## Your goal
Your job is to return every line of the listing holding the string "Milczańska".

=== Section Start ===

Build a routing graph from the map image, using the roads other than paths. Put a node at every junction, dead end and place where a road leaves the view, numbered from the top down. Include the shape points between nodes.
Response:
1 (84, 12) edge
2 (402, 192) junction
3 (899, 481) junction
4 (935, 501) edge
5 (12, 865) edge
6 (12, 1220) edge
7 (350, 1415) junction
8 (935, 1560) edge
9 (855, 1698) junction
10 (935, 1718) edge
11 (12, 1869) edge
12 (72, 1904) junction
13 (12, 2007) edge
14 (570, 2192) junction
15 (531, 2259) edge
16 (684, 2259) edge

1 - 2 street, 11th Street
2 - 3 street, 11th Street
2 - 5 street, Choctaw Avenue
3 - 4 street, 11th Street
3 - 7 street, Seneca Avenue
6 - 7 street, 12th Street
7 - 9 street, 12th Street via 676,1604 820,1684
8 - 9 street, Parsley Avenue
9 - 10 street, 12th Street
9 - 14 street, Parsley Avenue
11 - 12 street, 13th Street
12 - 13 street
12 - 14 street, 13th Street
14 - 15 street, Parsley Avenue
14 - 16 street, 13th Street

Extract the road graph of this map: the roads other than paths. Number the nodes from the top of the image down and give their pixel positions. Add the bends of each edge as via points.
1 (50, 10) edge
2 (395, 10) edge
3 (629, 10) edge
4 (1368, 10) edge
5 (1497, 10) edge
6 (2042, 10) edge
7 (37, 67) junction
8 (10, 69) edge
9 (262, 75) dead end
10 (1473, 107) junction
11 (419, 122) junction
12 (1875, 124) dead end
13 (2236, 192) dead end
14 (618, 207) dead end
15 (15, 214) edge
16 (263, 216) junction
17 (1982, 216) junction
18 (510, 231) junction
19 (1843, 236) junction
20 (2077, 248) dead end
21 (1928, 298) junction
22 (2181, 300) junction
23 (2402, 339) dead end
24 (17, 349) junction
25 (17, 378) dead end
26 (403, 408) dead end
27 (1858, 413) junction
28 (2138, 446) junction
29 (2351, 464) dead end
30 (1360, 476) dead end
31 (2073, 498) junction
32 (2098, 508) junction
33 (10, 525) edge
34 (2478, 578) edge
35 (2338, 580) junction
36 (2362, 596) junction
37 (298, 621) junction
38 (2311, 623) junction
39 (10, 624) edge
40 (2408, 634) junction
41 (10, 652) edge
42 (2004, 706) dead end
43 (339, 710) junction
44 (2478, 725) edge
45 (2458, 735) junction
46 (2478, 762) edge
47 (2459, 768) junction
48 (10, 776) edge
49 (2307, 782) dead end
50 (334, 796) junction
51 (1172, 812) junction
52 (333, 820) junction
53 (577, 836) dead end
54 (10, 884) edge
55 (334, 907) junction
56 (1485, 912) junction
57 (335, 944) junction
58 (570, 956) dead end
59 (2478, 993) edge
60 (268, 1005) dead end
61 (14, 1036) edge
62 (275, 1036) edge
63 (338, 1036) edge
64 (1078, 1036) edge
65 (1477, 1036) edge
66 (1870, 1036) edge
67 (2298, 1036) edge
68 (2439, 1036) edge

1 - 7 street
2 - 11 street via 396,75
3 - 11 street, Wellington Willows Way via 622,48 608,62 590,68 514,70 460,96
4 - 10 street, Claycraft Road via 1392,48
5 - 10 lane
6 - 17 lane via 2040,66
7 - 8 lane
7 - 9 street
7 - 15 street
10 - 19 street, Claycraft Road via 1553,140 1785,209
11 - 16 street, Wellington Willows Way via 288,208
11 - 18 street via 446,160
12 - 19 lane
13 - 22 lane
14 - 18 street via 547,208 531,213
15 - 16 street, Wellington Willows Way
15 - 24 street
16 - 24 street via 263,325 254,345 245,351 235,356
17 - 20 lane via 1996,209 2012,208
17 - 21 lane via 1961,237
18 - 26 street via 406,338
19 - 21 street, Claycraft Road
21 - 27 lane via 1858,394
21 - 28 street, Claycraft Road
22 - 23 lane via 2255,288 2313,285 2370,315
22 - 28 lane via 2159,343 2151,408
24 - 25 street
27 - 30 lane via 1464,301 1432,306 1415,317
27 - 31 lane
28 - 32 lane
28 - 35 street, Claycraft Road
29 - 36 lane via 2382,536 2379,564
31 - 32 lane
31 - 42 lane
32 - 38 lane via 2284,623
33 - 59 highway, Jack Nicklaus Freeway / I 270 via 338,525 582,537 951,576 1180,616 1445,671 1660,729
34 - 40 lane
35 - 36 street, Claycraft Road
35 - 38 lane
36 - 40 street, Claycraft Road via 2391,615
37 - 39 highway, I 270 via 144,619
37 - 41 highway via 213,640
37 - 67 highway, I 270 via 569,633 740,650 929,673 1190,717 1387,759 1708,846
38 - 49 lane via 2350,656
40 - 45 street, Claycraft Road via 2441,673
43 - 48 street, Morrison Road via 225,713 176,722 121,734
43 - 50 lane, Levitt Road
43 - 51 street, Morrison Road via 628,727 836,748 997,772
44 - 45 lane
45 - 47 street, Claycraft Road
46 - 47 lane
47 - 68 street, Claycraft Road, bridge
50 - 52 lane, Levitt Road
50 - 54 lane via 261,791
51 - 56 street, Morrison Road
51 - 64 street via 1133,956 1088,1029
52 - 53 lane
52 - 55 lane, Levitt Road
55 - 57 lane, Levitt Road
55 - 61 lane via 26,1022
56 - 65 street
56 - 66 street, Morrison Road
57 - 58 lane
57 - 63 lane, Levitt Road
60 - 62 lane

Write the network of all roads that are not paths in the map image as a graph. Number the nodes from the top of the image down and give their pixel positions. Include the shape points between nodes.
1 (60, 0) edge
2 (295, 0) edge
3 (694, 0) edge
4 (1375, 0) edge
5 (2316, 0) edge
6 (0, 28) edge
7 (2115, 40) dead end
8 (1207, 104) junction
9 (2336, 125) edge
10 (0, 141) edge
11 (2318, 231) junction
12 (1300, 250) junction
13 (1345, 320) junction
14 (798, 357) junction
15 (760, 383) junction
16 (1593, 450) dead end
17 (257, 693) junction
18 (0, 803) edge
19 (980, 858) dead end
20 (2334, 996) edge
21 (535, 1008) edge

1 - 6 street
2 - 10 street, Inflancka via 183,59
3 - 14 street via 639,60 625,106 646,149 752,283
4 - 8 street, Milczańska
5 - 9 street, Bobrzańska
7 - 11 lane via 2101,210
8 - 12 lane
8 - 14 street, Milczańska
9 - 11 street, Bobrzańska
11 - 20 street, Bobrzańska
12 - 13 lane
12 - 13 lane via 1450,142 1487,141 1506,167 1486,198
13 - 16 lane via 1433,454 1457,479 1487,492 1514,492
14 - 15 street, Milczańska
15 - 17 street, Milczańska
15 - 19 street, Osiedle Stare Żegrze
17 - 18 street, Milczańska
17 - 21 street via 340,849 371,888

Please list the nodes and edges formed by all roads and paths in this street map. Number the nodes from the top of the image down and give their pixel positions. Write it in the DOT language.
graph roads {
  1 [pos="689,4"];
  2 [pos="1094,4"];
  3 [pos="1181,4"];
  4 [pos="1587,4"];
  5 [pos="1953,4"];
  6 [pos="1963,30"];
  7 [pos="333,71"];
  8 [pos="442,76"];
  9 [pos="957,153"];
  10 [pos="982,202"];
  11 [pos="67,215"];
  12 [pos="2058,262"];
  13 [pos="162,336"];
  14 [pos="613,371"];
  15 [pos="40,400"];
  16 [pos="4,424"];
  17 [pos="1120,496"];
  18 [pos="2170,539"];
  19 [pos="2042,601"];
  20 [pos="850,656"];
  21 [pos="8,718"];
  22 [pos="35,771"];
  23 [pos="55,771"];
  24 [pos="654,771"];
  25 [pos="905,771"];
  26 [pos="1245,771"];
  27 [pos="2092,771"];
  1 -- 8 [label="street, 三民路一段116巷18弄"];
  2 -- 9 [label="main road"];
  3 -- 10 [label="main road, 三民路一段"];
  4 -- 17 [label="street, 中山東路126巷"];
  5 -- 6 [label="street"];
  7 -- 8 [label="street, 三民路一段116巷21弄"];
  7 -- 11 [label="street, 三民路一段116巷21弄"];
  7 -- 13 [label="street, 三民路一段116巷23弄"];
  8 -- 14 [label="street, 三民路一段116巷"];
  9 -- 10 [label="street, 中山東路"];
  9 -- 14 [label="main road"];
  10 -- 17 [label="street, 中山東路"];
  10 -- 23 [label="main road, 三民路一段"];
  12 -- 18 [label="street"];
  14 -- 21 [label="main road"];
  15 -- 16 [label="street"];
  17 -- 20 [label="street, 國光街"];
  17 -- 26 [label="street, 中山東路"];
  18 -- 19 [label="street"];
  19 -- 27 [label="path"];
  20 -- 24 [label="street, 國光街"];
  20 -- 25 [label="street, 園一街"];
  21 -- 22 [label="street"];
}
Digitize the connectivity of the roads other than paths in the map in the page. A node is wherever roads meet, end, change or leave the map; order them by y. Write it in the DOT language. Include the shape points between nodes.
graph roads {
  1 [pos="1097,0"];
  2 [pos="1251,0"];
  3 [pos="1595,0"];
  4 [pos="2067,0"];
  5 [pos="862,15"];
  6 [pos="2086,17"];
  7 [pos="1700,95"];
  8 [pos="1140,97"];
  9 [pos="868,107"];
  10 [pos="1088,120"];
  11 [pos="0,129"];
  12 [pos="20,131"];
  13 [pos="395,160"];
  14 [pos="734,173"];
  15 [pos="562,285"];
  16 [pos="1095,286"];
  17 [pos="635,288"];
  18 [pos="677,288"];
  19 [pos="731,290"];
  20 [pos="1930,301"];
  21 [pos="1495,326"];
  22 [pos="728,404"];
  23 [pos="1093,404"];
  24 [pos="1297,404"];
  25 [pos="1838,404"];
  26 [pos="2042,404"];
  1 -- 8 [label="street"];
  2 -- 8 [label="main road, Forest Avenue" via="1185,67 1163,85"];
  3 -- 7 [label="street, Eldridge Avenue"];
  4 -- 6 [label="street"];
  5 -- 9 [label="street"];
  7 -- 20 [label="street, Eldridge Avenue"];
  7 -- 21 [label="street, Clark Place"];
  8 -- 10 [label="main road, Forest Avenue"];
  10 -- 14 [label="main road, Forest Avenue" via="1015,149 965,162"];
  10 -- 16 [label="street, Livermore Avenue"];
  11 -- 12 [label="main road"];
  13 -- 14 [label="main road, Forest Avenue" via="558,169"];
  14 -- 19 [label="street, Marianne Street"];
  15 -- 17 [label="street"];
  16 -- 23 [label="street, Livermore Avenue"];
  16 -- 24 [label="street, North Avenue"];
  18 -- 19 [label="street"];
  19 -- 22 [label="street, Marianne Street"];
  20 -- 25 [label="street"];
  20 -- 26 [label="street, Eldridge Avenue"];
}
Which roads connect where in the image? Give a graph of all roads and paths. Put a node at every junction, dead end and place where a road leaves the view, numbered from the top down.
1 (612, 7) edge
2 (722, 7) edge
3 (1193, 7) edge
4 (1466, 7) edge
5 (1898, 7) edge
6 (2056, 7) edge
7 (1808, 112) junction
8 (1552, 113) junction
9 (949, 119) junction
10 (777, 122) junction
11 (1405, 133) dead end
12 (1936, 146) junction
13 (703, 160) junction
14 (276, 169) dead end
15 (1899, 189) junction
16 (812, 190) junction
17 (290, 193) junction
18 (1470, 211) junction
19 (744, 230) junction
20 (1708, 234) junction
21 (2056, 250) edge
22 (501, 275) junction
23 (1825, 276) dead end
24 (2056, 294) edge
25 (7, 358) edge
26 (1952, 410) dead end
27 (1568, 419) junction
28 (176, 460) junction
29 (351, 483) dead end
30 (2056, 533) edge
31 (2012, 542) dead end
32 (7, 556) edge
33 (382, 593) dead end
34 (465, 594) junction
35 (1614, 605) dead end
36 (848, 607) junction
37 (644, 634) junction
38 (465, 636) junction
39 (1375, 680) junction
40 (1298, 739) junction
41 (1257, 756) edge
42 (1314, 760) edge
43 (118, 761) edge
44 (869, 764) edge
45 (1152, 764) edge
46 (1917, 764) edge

=== Section End ===

## The completed task
4 - 8 street, Milczańska
8 - 14 street, Milczańska
14 - 15 street, Milczańska
15 - 17 street, Milczańska
17 - 18 street, Milczańska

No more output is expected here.